* TASK INSTRUCTIONS: Repeat the entries exactly, and do not carry the pictures over.

* MATERIAL PROVIDED:
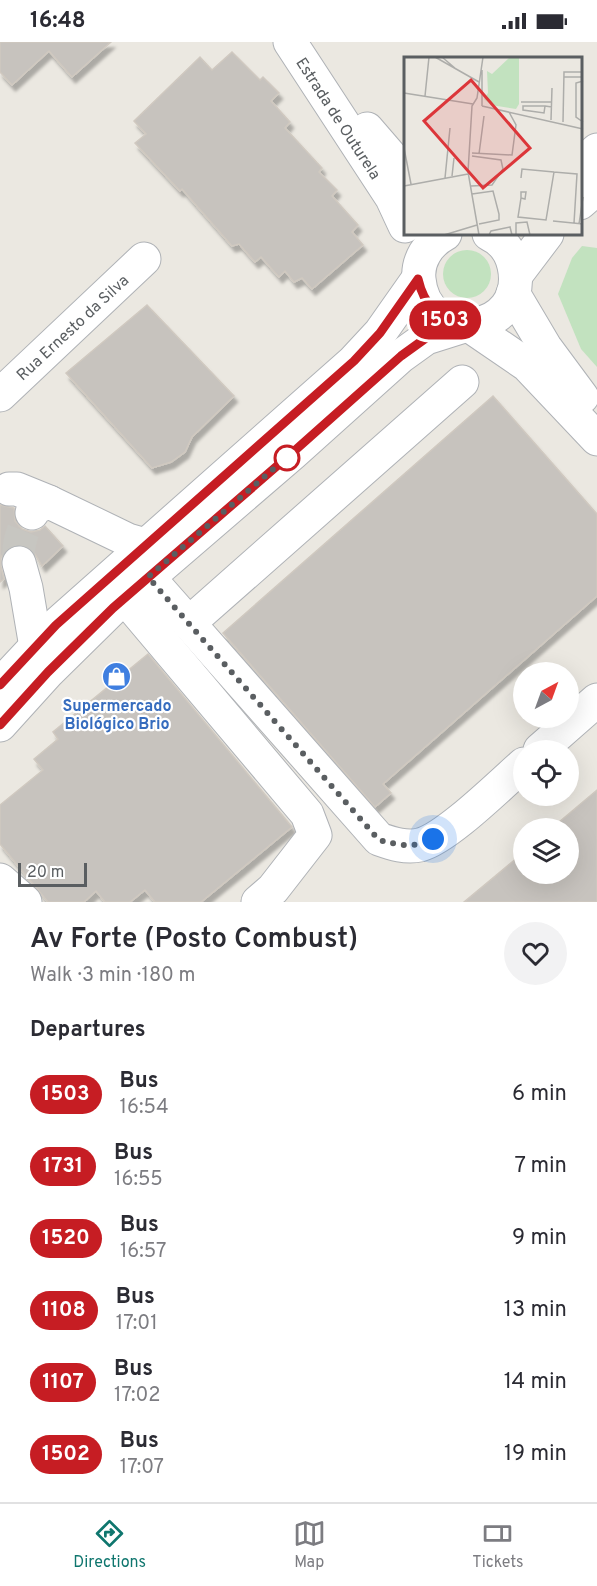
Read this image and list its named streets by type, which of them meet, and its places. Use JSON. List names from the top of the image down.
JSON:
{
  "streets": {
    "street": ["Estrada de Outurela", "Rua Ernesto da Silva"]
  },
  "places": {
    "shop": ["Supermercado Biológico Brio"]
  },
  "lines": ["bus line 1503"],
  "scale_bar": "20 m",
  "north": "top right",
  "page": {
    "status": "16:48",
    "on_map": "1503",
    "scale": "20 m",
    "heading": [
      ["Av Forte (Posto Combust)", "Walk · 3 min · 180 m"],
      "Departures"
    ],
    "list": [
      {
        "mark": "1503",
        "name": "Bus",
        "note": "16:54",
        "value": "6 min"
      },
      {
        "mark": "1731",
        "name": "Bus",
        "note": "16:55",
        "value": "7 min"
      },
      {
        "mark": "1520",
        "name": "Bus",
        "note": "16:57",
        "value": "9 min"
      },
      {
        "mark": "1108",
        "name": "Bus",
        "note": "17:01",
        "value": "13 min"
      },
      {
        "mark": "1107",
        "name": "Bus",
        "note": "17:02",
        "value": "14 min"
      },
      {
        "mark": "1502",
        "name": "Bus",
        "note": "17:07",
        "value": "19 min"
      }
    ],
    "tabs": ["Directions", "Map", "Tickets"]
  }
}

* WRITTEN ANSWER:
Read this image and list its named streets by type, which of them meet, and its places. Use JSON. List names from the top of the image down.
JSON:
{
  "streets": {
    "street": ["Estrada de Outurela", "Rua Ernesto da Silva"]
  },
  "places": {
    "shop": ["Supermercado Biológico Brio"]
  },
  "lines": ["bus line 1503"],
  "scale_bar": "20 m",
  "north": "top right",
  "page": {
    "status": "16:48",
    "on_map": "1503",
    "scale": "20 m",
    "heading": [
      ["Av Forte (Posto Combust)", "Walk · 3 min · 180 m"],
      "Departures"
    ],
    "list": [
      {
        "mark": "1503",
        "name": "Bus",
        "note": "16:54",
        "value": "6 min"
      },
      {
        "mark": "1731",
        "name": "Bus",
        "note": "16:55",
        "value": "7 min"
      },
      {
        "mark": "1520",
        "name": "Bus",
        "note": "16:57",
        "value": "9 min"
      },
      {
        "mark": "1108",
        "name": "Bus",
        "note": "17:01",
        "value": "13 min"
      },
      {
        "mark": "1107",
        "name": "Bus",
        "note": "17:02",
        "value": "14 min"
      },
      {
        "mark": "1502",
        "name": "Bus",
        "note": "17:07",
        "value": "19 min"
      }
    ],
    "tabs": ["Directions", "Map", "Tickets"]
  }
}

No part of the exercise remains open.